- Developer: Phantom Software
- Publisher: Phantom Software
- Designer: John Orthel
- Platform: Commodore 64
- Release: 1983
- Genre: Fighting
- Mode: Single-player

= The Attack of the Phantom Karate Devils =

1983 video game

The Attack of the Phantom Karate Devils is a video game developed by John Orthel for the Commodore 64 and published by Phantom Software in 1983. It is a single-player game, with a side view similar to modern fighting games. Using a joystick the player can move and perform various attacks fighting their way through four stages. It is one of the first martial arts games to include projectiles.

==Gameplay==

The player uses the joystick to move and perform various attacks against ninjas and projectiles. Each time the character is hit they will lose some of their health, but they will also lose some health for every kick or punch they perform. The health can be restored by gaining enough points to earn a new promotion (Dan), or by making it to the next stage.

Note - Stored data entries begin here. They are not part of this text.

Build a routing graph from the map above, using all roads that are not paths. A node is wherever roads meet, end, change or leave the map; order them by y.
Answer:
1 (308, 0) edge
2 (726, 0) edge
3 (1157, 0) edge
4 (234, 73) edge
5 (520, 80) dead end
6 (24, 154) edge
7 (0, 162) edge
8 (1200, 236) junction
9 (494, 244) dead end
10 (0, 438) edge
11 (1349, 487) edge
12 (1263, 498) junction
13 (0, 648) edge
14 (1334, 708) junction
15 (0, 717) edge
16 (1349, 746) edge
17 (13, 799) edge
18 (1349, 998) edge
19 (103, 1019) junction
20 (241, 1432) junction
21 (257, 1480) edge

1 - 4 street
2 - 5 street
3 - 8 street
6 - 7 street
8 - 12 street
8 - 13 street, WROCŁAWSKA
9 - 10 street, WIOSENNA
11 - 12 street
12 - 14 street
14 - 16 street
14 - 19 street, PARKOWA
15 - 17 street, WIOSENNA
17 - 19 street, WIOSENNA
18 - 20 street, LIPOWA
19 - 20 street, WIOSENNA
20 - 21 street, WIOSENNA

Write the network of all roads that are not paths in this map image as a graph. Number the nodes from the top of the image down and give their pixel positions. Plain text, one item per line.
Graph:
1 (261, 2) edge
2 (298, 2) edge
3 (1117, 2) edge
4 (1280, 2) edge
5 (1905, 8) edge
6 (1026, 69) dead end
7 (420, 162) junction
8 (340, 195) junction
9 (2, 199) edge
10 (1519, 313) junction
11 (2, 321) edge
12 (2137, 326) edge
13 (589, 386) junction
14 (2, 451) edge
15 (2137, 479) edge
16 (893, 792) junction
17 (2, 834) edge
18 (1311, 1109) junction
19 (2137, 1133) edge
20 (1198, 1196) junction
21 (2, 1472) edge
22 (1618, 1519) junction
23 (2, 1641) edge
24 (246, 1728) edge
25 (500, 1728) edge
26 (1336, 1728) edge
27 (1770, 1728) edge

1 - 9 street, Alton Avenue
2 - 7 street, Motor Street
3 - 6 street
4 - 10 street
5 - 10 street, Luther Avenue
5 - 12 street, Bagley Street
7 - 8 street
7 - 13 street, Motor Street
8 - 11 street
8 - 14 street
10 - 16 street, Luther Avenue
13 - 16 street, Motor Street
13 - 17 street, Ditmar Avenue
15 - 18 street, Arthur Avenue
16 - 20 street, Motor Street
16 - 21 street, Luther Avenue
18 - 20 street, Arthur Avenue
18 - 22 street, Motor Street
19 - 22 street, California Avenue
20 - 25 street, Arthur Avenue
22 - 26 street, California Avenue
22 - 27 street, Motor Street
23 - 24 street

There are four stages (temple, caverns, bridge and control room) the player can reach by earning enough points on the previous one. Jumping through the door at the end of each stage will earn bonus points.

The final stage appears broken, but is in fact how the designer intended it to look.

==Reception==
Gregg Keizer praised graphics and new style of gameplay in Compute!'s Gazette volume 2, issue 8.